Last year, we brought you a story about how artists — in particular, the activist group Chim↑Pom — are challenging Japan’s reliance on nuclear power in the wake of the March 2011 earthquake, tsunami and nuclear meltdown.

Japanese musicians are also responding to the disaster, in particularly interesting ways that reflect divisions in how people remember and move forward from tragedy. Patrick St. Michel, a reporter and music blogger in Osaka, chronicled the rise of patriotic pop music, moody indie songs and YouTube anger in The Atlantic yesterday, complete with music videos.

First there are the benefit songs that rise out of any tragedy (think the revamped “We Are the World” in the wake of the 2010 earthquake in Haiti). One of Japan’s equivalents is this song by EXILE called “Rising Sun”:

St. Michel notes that many of the pop songs like this make no direct reference to the actual events of March 11, nor the subsequent meltdown at Fukushima Daiichi. “The only popular contemporary musician to take an anti-government stance was Kazuyoshi Saito,” he writes, “who reworked the words to his 2010 single ‘I Always Loved You’ into an online screed against the powers that be. His label promptly pulled the video, though plenty of online enthusiasts have re-uploaded the clip.”
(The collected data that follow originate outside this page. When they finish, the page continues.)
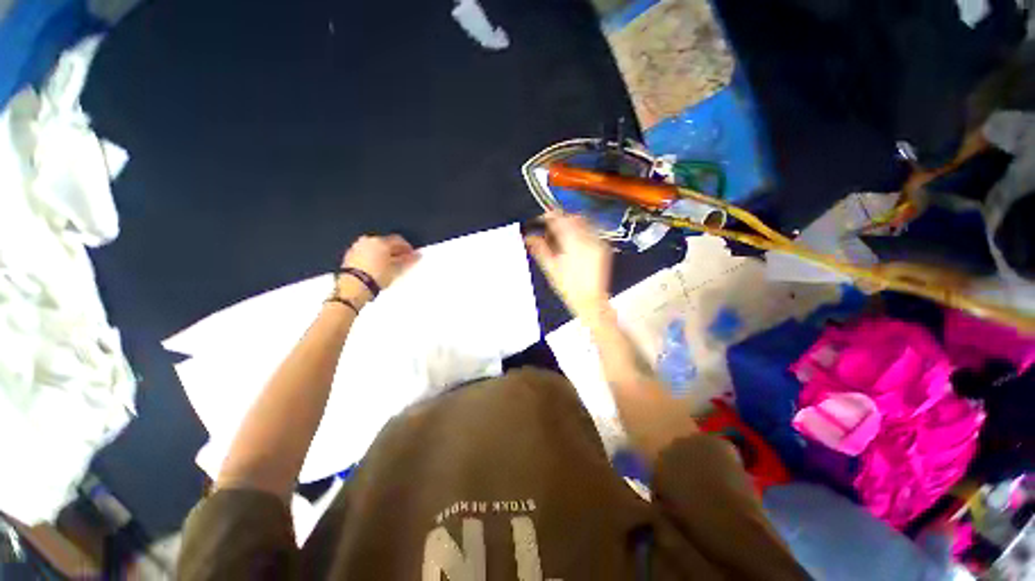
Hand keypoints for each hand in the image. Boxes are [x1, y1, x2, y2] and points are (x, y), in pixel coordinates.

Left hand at [338, 235, 418, 301]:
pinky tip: (376, 266)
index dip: (407, 247)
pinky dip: (372, 256)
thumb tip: (416, 255)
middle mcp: (368, 240)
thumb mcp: (396, 270)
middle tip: (400, 259)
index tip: (411, 255)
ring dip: (382, 253)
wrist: (353, 287)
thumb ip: (407, 260)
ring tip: (388, 264)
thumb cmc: (377, 276)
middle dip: (394, 250)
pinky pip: (365, 252)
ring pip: (374, 246)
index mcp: (381, 241)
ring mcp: (357, 246)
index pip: (398, 240)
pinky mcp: (349, 255)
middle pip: (385, 242)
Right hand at [525, 212, 612, 319]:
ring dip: (570, 222)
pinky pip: (591, 230)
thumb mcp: (550, 268)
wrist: (590, 301)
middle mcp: (588, 239)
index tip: (540, 218)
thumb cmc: (570, 288)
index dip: (547, 215)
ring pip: (583, 221)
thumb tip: (529, 236)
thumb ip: (539, 248)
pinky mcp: (603, 247)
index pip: (559, 218)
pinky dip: (580, 230)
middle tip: (549, 225)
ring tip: (560, 233)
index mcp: (573, 242)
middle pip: (572, 217)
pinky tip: (573, 240)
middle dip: (559, 218)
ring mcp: (597, 242)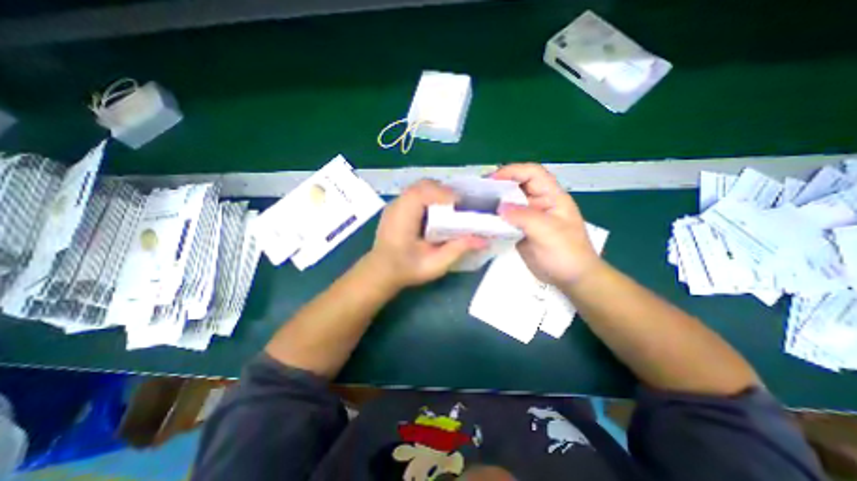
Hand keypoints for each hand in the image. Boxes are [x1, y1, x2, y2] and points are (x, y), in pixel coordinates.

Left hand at [367, 180, 487, 291]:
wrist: (380, 272)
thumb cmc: (406, 270)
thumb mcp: (435, 264)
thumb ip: (458, 249)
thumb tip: (484, 239)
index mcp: (403, 218)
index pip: (423, 192)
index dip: (445, 193)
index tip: (462, 204)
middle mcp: (397, 205)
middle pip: (423, 185)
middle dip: (444, 191)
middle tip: (459, 206)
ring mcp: (394, 204)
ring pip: (420, 187)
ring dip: (437, 193)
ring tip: (450, 208)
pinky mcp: (396, 207)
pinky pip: (416, 194)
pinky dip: (430, 197)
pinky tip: (436, 212)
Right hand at [488, 163, 601, 286]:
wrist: (571, 278)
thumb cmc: (566, 253)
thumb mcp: (547, 232)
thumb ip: (524, 217)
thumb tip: (499, 207)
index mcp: (552, 197)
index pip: (533, 173)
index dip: (513, 171)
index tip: (492, 179)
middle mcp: (539, 203)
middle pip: (518, 186)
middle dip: (499, 185)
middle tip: (478, 191)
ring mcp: (529, 218)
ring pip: (510, 203)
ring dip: (495, 202)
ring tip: (477, 205)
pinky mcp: (521, 231)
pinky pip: (506, 220)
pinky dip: (495, 219)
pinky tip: (483, 221)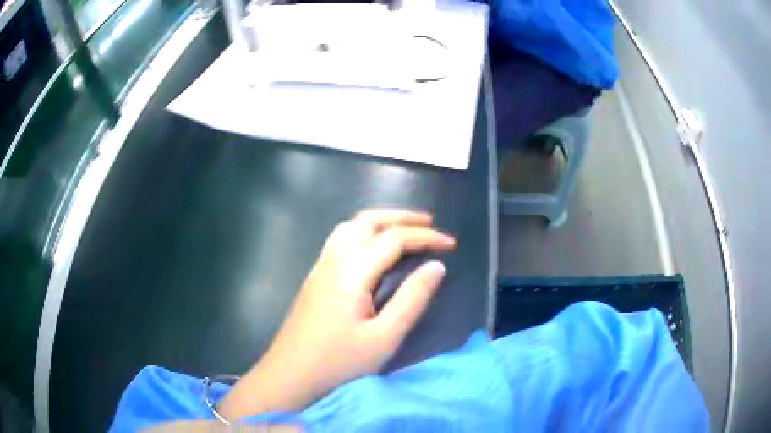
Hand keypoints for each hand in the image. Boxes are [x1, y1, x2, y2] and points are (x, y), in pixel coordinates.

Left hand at [219, 209, 454, 419]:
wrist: (290, 376)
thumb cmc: (339, 363)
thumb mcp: (384, 338)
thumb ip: (412, 299)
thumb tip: (437, 267)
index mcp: (352, 272)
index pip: (394, 239)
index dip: (426, 237)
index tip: (451, 245)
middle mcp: (333, 260)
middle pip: (368, 221)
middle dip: (401, 217)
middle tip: (428, 224)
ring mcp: (320, 267)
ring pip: (349, 226)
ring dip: (379, 221)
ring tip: (403, 229)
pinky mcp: (314, 278)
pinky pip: (339, 239)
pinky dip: (362, 231)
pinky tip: (371, 249)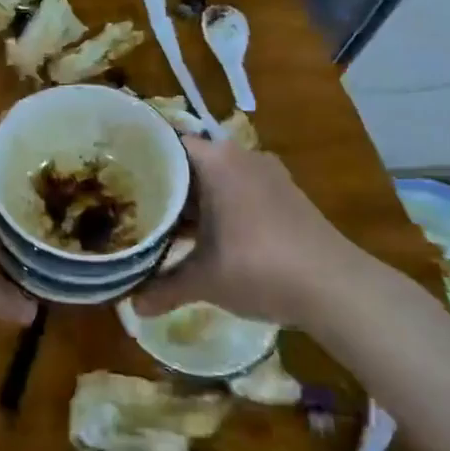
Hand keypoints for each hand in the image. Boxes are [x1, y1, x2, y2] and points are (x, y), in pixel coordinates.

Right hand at [133, 135, 366, 329]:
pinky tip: (204, 237)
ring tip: (161, 222)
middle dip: (164, 184)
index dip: (140, 157)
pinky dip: (219, 209)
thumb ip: (163, 288)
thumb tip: (131, 307)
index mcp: (217, 161)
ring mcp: (267, 175)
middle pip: (191, 162)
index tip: (115, 172)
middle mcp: (241, 157)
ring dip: (193, 201)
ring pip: (216, 179)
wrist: (335, 287)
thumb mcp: (203, 280)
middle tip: (130, 202)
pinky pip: (239, 192)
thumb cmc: (257, 267)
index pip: (167, 143)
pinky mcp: (285, 196)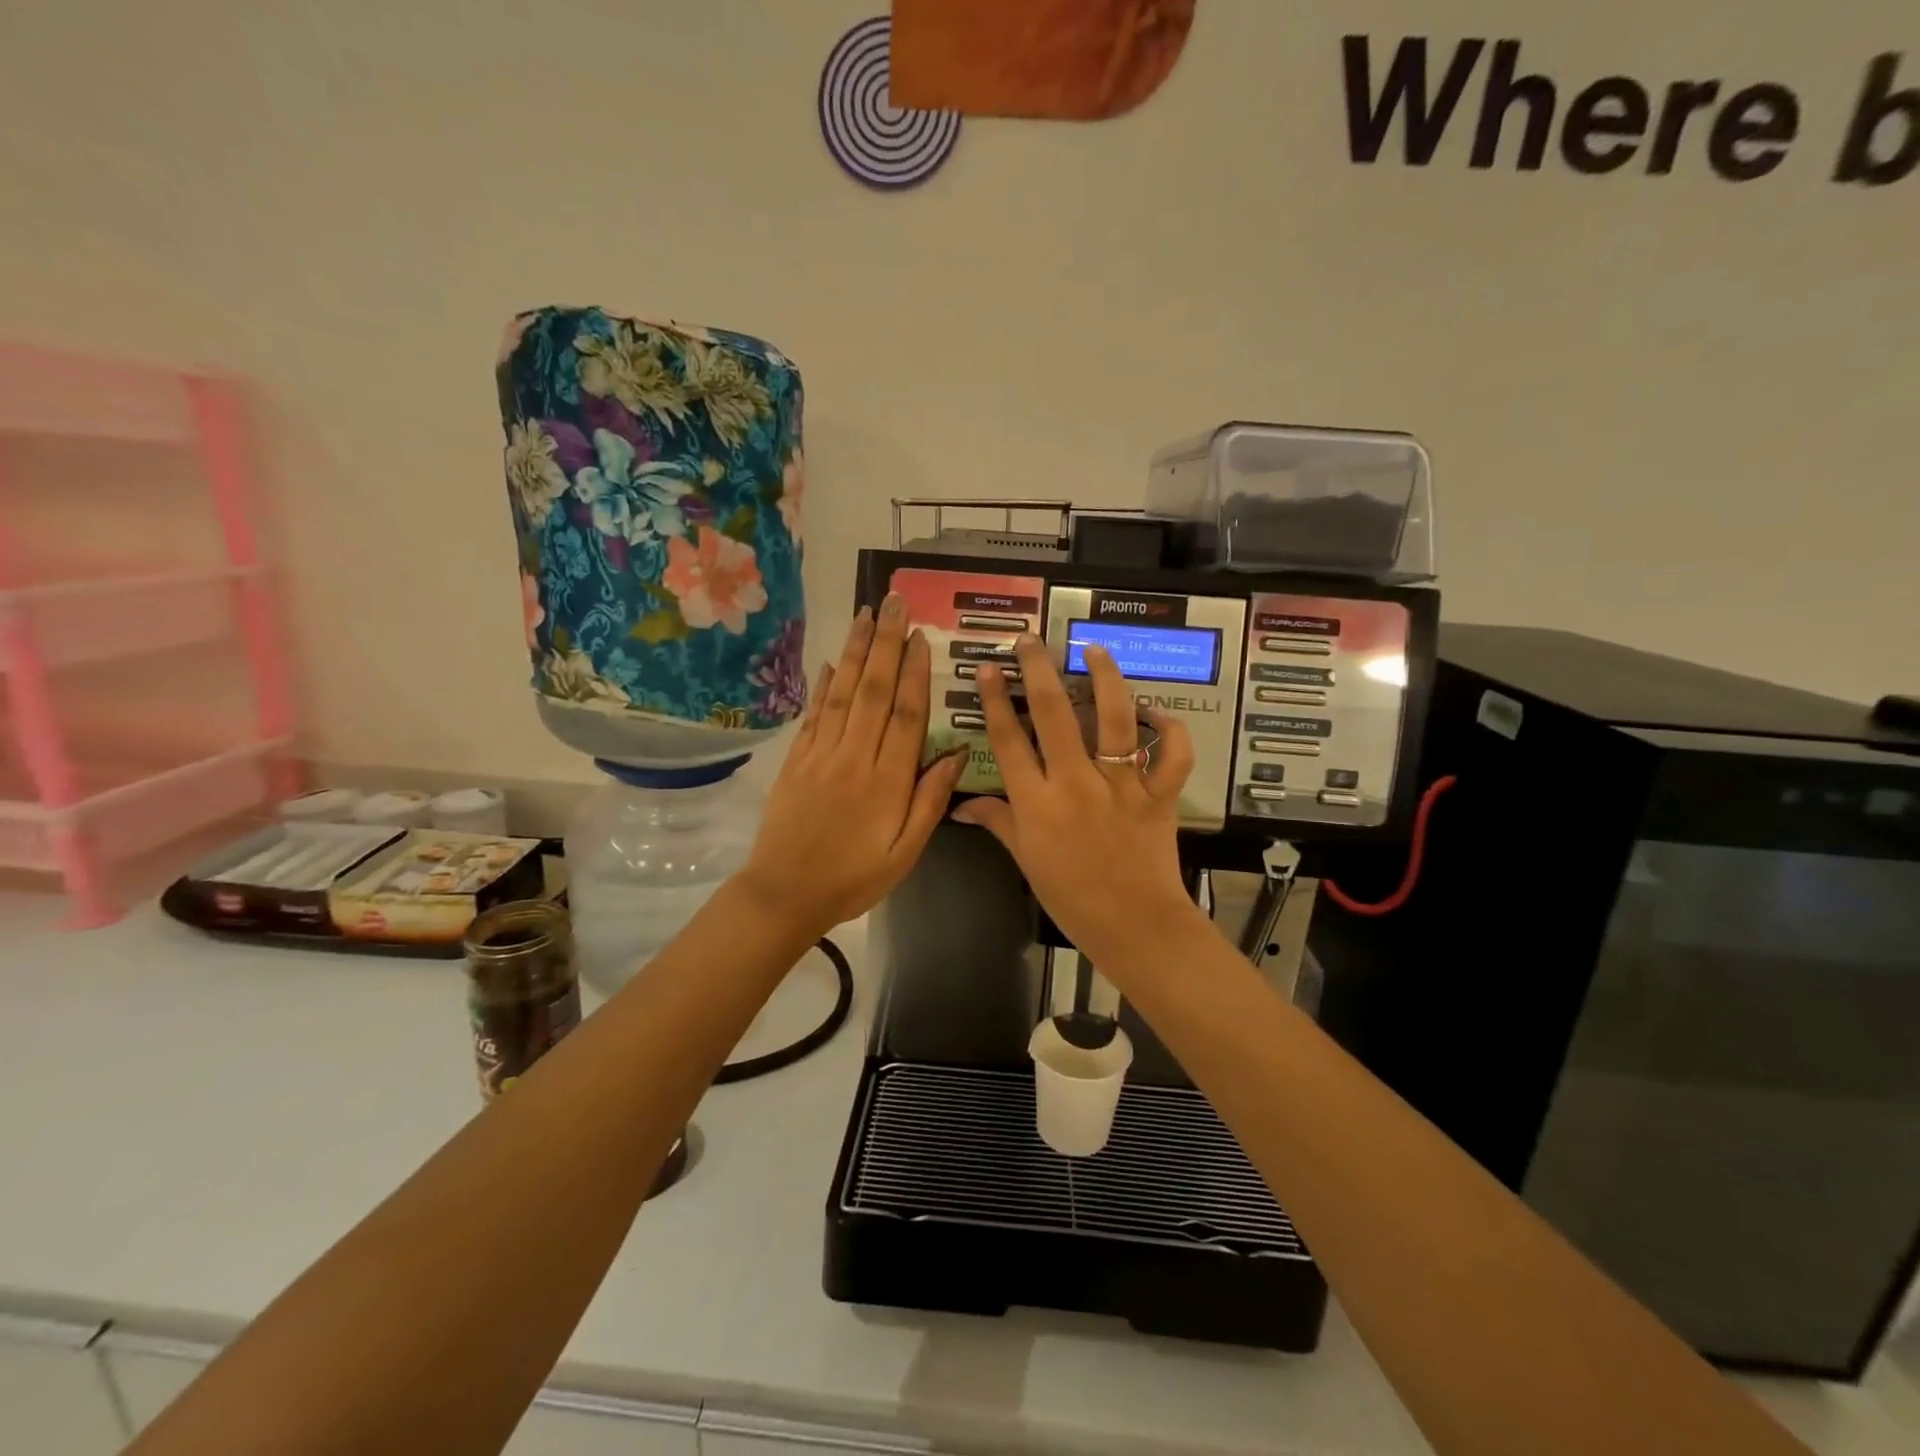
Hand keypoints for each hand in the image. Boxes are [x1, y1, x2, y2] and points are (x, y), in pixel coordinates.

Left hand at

Those songs that directly respond to what happened at Fukushima proliferate on YouTube. Here’s one from Rankin’ Taxi and Dub Ainu Band. It’s called “You Can’t See It, And You Can’t Smell It Either” (you can probably guess what it’s about):

Read the rest of St. Michel’s piece for insights into how indie music “avoided the overtly political and instead pumped out songs reflecting the mood of post-earthquake Japan” and for an amazing karaoke video featuring a “gaggle of young idols point[ing] to politicians and ask[ing] ‘Aren’t you ashamed?'” The music scene at the one-year anniversary, he says, reflect “hope scraping against fear and lack of faith in the government.”